**PROVIDED MATERIAL:**
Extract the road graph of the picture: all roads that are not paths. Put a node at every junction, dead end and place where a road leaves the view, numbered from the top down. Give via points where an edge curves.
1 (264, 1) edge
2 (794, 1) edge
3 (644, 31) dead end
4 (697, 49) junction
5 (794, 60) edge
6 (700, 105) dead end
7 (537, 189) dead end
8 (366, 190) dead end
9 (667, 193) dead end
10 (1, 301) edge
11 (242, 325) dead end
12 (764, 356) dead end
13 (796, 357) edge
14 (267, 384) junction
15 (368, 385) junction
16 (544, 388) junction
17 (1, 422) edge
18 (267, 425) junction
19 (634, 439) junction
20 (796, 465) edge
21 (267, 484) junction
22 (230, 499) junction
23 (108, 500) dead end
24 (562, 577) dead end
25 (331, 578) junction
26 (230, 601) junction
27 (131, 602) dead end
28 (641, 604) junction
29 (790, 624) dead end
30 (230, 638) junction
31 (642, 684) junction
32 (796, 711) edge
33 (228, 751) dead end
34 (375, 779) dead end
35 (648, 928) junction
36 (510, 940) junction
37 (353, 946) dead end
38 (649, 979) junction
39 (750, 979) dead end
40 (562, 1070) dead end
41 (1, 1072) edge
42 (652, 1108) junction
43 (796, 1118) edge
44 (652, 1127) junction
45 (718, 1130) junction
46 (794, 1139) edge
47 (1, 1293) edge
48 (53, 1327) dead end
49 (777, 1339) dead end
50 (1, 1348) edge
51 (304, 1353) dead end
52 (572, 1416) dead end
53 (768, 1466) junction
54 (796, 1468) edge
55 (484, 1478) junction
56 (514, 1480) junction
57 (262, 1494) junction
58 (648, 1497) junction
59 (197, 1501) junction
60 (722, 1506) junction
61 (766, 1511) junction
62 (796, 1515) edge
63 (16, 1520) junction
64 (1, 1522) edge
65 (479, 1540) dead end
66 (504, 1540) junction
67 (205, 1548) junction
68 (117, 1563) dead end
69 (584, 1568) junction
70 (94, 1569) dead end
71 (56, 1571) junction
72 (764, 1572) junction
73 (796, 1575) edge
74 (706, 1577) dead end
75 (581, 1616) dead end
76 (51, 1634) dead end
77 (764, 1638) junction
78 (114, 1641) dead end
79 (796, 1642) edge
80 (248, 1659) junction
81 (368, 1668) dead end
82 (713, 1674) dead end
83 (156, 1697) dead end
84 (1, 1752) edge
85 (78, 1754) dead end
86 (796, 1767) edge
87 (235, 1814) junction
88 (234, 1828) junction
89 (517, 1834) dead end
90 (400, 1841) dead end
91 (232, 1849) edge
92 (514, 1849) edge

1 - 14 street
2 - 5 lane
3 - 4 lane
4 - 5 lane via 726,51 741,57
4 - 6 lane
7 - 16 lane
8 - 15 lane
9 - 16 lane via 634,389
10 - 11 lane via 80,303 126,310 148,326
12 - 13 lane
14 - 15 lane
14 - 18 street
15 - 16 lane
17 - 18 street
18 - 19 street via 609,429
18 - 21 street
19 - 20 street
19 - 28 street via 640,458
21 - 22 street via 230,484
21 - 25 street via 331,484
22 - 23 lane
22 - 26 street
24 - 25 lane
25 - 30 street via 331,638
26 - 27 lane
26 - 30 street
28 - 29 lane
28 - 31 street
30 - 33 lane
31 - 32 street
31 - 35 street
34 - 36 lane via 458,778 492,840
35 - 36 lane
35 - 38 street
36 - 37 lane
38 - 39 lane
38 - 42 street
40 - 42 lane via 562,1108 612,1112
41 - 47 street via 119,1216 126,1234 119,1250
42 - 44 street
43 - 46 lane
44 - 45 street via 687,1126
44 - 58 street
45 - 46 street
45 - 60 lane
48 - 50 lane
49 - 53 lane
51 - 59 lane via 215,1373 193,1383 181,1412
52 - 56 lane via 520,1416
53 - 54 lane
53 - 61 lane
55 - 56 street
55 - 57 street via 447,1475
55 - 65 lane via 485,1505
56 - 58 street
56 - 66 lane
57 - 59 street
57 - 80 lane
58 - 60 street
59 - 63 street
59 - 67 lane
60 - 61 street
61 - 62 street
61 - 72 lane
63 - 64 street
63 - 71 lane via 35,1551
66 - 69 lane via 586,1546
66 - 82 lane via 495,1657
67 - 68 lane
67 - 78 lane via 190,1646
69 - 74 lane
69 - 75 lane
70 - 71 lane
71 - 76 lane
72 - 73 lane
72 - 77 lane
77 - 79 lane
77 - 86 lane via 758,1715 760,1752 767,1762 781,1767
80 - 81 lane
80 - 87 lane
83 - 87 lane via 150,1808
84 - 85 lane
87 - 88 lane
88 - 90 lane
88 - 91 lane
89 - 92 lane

**YOUR INSTRUCTIONS:** Each record should be returned precisely as written.

**REPLY:**
Extract the road graph of the picture: all roads that are not paths. Put a node at every junction, dead end and place where a road leaves the view, numbered from the top down. Give via points where an edge curves.
1 (264, 1) edge
2 (794, 1) edge
3 (644, 31) dead end
4 (697, 49) junction
5 (794, 60) edge
6 (700, 105) dead end
7 (537, 189) dead end
8 (366, 190) dead end
9 (667, 193) dead end
10 (1, 301) edge
11 (242, 325) dead end
12 (764, 356) dead end
13 (796, 357) edge
14 (267, 384) junction
15 (368, 385) junction
16 (544, 388) junction
17 (1, 422) edge
18 (267, 425) junction
19 (634, 439) junction
20 (796, 465) edge
21 (267, 484) junction
22 (230, 499) junction
23 (108, 500) dead end
24 (562, 577) dead end
25 (331, 578) junction
26 (230, 601) junction
27 (131, 602) dead end
28 (641, 604) junction
29 (790, 624) dead end
30 (230, 638) junction
31 (642, 684) junction
32 (796, 711) edge
33 (228, 751) dead end
34 (375, 779) dead end
35 (648, 928) junction
36 (510, 940) junction
37 (353, 946) dead end
38 (649, 979) junction
39 (750, 979) dead end
40 (562, 1070) dead end
41 (1, 1072) edge
42 (652, 1108) junction
43 (796, 1118) edge
44 (652, 1127) junction
45 (718, 1130) junction
46 (794, 1139) edge
47 (1, 1293) edge
48 (53, 1327) dead end
49 (777, 1339) dead end
50 (1, 1348) edge
51 (304, 1353) dead end
52 (572, 1416) dead end
53 (768, 1466) junction
54 (796, 1468) edge
55 (484, 1478) junction
56 (514, 1480) junction
57 (262, 1494) junction
58 (648, 1497) junction
59 (197, 1501) junction
60 (722, 1506) junction
61 (766, 1511) junction
62 (796, 1515) edge
63 (16, 1520) junction
64 (1, 1522) edge
65 (479, 1540) dead end
66 (504, 1540) junction
67 (205, 1548) junction
68 (117, 1563) dead end
69 (584, 1568) junction
70 (94, 1569) dead end
71 (56, 1571) junction
72 (764, 1572) junction
73 (796, 1575) edge
74 (706, 1577) dead end
75 (581, 1616) dead end
76 (51, 1634) dead end
77 (764, 1638) junction
78 (114, 1641) dead end
79 (796, 1642) edge
80 (248, 1659) junction
81 (368, 1668) dead end
82 (713, 1674) dead end
83 (156, 1697) dead end
84 (1, 1752) edge
85 (78, 1754) dead end
86 (796, 1767) edge
87 (235, 1814) junction
88 (234, 1828) junction
89 (517, 1834) dead end
90 (400, 1841) dead end
91 (232, 1849) edge
92 (514, 1849) edge

1 - 14 street
2 - 5 lane
3 - 4 lane
4 - 5 lane via 726,51 741,57
4 - 6 lane
7 - 16 lane
8 - 15 lane
9 - 16 lane via 634,389
10 - 11 lane via 80,303 126,310 148,326
12 - 13 lane
14 - 15 lane
14 - 18 street
15 - 16 lane
17 - 18 street
18 - 19 street via 609,429
18 - 21 street
19 - 20 street
19 - 28 street via 640,458
21 - 22 street via 230,484
21 - 25 street via 331,484
22 - 23 lane
22 - 26 street
24 - 25 lane
25 - 30 street via 331,638
26 - 27 lane
26 - 30 street
28 - 29 lane
28 - 31 street
30 - 33 lane
31 - 32 street
31 - 35 street
34 - 36 lane via 458,778 492,840
35 - 36 lane
35 - 38 street
36 - 37 lane
38 - 39 lane
38 - 42 street
40 - 42 lane via 562,1108 612,1112
41 - 47 street via 119,1216 126,1234 119,1250
42 - 44 street
43 - 46 lane
44 - 45 street via 687,1126
44 - 58 street
45 - 46 street
45 - 60 lane
48 - 50 lane
49 - 53 lane
51 - 59 lane via 215,1373 193,1383 181,1412
52 - 56 lane via 520,1416
53 - 54 lane
53 - 61 lane
55 - 56 street
55 - 57 street via 447,1475
55 - 65 lane via 485,1505
56 - 58 street
56 - 66 lane
57 - 59 street
57 - 80 lane
58 - 60 street
59 - 63 street
59 - 67 lane
60 - 61 street
61 - 62 street
61 - 72 lane
63 - 64 street
63 - 71 lane via 35,1551
66 - 69 lane via 586,1546
66 - 82 lane via 495,1657
67 - 68 lane
67 - 78 lane via 190,1646
69 - 74 lane
69 - 75 lane
70 - 71 lane
71 - 76 lane
72 - 73 lane
72 - 77 lane
77 - 79 lane
77 - 86 lane via 758,1715 760,1752 767,1762 781,1767
80 - 81 lane
80 - 87 lane
83 - 87 lane via 150,1808
84 - 85 lane
87 - 88 lane
88 - 90 lane
88 - 91 lane
89 - 92 lane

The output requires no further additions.